Task material ▸
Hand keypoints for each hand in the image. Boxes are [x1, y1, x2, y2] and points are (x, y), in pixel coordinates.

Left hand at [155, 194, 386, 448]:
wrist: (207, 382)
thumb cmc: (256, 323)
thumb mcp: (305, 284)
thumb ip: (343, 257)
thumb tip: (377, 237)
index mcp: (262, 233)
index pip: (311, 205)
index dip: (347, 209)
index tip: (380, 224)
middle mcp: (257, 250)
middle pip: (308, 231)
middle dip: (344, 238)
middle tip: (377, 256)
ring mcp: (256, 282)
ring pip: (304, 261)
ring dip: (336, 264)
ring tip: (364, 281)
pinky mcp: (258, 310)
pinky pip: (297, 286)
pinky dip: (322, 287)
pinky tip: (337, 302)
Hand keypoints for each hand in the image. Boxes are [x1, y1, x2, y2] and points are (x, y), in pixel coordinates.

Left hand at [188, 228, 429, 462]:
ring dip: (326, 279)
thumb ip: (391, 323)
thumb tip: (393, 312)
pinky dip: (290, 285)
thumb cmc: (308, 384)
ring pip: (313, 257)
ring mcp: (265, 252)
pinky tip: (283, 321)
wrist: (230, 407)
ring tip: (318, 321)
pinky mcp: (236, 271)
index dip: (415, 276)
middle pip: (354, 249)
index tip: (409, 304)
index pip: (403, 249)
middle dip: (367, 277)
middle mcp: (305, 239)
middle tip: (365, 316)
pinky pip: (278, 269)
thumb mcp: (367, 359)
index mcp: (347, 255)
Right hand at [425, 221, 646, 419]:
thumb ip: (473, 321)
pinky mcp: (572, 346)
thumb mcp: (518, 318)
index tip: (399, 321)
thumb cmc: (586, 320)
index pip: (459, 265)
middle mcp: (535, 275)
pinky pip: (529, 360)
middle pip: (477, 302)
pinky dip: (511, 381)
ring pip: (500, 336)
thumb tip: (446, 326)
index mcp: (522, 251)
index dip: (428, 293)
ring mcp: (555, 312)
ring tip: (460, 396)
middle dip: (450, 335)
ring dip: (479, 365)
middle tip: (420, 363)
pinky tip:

What the task asks ▸ Write out again, exactly as they appear above, the lines from the one containing "thumb cmc: (586, 320)" to the final line, and only those.

Response to this task ▸
thumb cmc: (586, 320)
index pip: (459, 265)
middle mcp: (535, 275)
pinky pip: (529, 360)
middle pip: (477, 302)
pinky dip: (511, 381)
ring pip: (500, 336)
thumb tip: (446, 326)
index mcp: (522, 251)
index dip: (428, 293)
ring mcp: (555, 312)
ring tip: (460, 396)
middle dip: (450, 335)
ring dip: (479, 365)
middle tip: (420, 363)
pinky tip:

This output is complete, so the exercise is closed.